PNC Experts: Sunny Outlook for Economic Growth
PITTSBURGH — After eight years of economic expansion, PNC economic and investment experts say the United States economy is in the “seventh inning” of a potentially record-long expansion.
In a post published Thursday on the bank’s website, Stuart Hoffman, PNC senior economic adviser, and Bill Stone, PNC chief investment officer, note the economy has achieved 97 months of slow but steady growth. Still, they say, outperforming stock markets are overdue for a dip in momentum. And the push is on in Washington, D.C., to boost growth through tax reform and other measures.

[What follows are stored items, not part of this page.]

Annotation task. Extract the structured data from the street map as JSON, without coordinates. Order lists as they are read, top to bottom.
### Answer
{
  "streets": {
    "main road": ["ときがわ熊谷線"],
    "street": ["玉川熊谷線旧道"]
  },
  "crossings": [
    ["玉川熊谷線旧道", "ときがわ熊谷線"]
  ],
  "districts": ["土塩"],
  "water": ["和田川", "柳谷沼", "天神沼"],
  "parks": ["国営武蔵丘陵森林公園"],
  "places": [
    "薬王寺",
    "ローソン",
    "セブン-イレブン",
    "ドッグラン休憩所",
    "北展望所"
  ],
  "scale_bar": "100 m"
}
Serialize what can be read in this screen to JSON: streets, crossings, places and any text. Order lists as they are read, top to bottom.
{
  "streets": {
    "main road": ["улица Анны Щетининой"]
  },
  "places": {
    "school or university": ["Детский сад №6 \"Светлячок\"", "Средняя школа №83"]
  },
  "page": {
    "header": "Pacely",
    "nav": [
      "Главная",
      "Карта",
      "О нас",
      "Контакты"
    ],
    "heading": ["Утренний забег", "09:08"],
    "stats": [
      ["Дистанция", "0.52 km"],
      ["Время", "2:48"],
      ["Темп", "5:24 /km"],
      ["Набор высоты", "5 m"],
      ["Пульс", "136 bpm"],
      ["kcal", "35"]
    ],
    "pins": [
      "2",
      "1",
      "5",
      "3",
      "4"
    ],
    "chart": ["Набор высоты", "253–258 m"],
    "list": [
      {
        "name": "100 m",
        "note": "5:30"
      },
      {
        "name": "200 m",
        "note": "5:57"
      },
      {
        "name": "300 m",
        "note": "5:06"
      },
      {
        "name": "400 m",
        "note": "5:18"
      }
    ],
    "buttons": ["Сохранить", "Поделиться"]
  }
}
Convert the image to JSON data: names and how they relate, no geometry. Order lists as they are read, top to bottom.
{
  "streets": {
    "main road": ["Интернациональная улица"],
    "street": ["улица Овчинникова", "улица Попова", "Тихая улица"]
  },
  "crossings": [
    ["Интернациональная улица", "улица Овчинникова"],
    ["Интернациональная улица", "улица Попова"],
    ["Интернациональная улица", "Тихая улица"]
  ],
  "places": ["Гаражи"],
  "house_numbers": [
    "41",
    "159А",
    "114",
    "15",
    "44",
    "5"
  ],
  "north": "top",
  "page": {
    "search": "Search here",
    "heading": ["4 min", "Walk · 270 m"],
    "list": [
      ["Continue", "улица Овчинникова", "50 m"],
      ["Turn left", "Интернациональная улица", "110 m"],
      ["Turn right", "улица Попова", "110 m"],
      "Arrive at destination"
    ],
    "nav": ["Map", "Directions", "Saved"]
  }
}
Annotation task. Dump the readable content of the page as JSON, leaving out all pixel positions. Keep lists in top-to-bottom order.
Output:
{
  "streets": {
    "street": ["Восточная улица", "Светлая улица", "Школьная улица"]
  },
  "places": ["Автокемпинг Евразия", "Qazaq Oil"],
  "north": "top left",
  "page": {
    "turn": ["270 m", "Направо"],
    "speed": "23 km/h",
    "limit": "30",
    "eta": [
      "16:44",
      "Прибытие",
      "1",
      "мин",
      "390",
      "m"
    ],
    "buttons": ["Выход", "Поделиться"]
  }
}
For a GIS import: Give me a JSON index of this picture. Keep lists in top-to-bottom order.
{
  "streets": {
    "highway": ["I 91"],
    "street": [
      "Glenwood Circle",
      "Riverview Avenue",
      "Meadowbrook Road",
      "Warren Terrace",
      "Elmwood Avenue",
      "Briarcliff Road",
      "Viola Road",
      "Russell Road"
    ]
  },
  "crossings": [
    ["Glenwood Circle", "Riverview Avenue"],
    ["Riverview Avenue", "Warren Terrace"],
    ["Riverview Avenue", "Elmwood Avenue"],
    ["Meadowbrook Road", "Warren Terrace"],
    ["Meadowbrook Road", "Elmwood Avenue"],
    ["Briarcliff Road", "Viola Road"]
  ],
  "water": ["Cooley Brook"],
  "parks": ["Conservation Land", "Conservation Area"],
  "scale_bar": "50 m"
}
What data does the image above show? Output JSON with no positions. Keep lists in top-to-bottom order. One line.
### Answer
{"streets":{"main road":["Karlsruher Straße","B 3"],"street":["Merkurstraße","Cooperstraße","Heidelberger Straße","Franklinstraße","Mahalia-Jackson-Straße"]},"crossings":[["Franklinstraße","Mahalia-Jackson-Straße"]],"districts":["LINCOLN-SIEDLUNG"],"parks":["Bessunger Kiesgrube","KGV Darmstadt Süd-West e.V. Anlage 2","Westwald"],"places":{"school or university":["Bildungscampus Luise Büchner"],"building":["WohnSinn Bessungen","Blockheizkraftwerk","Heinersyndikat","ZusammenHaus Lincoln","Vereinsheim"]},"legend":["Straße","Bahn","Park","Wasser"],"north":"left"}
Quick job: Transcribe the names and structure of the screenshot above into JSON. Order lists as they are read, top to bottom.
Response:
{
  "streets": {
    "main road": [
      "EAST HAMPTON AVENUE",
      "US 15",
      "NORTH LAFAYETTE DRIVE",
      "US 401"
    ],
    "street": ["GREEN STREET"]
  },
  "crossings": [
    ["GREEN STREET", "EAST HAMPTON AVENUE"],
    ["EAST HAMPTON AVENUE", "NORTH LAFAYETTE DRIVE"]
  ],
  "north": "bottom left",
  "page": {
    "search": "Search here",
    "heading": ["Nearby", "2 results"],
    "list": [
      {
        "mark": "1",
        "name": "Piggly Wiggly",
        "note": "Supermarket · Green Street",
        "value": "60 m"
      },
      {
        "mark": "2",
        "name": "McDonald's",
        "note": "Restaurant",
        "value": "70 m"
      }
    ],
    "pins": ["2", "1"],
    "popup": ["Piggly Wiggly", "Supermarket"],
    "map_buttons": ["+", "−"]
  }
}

Now going on eight years, the U.S. economic expansion may break the longevity record at 10 years, if PNC’s economic forecast proves correct, according to Hoffman.
“Economic expansions don’t die of old age; they die of infirmities that affect them over time,” he explains, and offers an optimistic forecast to clients.
Hoffman cites several reasons for his sunny outlook on economic growth, bolstered by what he calls the “American spirit to rebuild their lives and livelihoods” after weathering back-to-back Category 4 hurricanes in the same year for the first time in history. Other reasons he is optimistic include:
- Stable oil prices.
- “Relatively tame” inflation, below the Fed’s 2% target.
- Only very gradual Fed rate hikes and balance-sheet shrinkage.
- Fiscal stimulus, in the form of tax reform and financial deregulation, forecast for next year.
- Financially strong consumers and businesses.
- Solid global economic growth, which helps U.S. exports.
“The economic expansion still has some life and a number of innings to go,” Hoffman says.
It’s a good backdrop for positive corporate earnings and value in the stock market, he sadds.
While some may believe stocks are overvalued, Stone affirms PNC’s stance that stocks aren’t overpriced or expensive; they’re fairly valued. However, he cautions clients not to be surprised if they see more variation in the markets.
“We haven’t seen much volatility, and we’ve gone much longer than normal since we’ve had a 5% pullback,” Stone says, noting the S&P 500 and Nasdaq are up 11% and 20%, respectively, so far this year.
Upcoming fiscal policy actions and unforeseen geopolitical events could spark stock market swings, but that’s not a reason to run away from stocks, Stone says. “Some level of volatility is normal.”
Knowing that these things can and will happen, it’s important to position your investment portfolio to rise through them, he adds.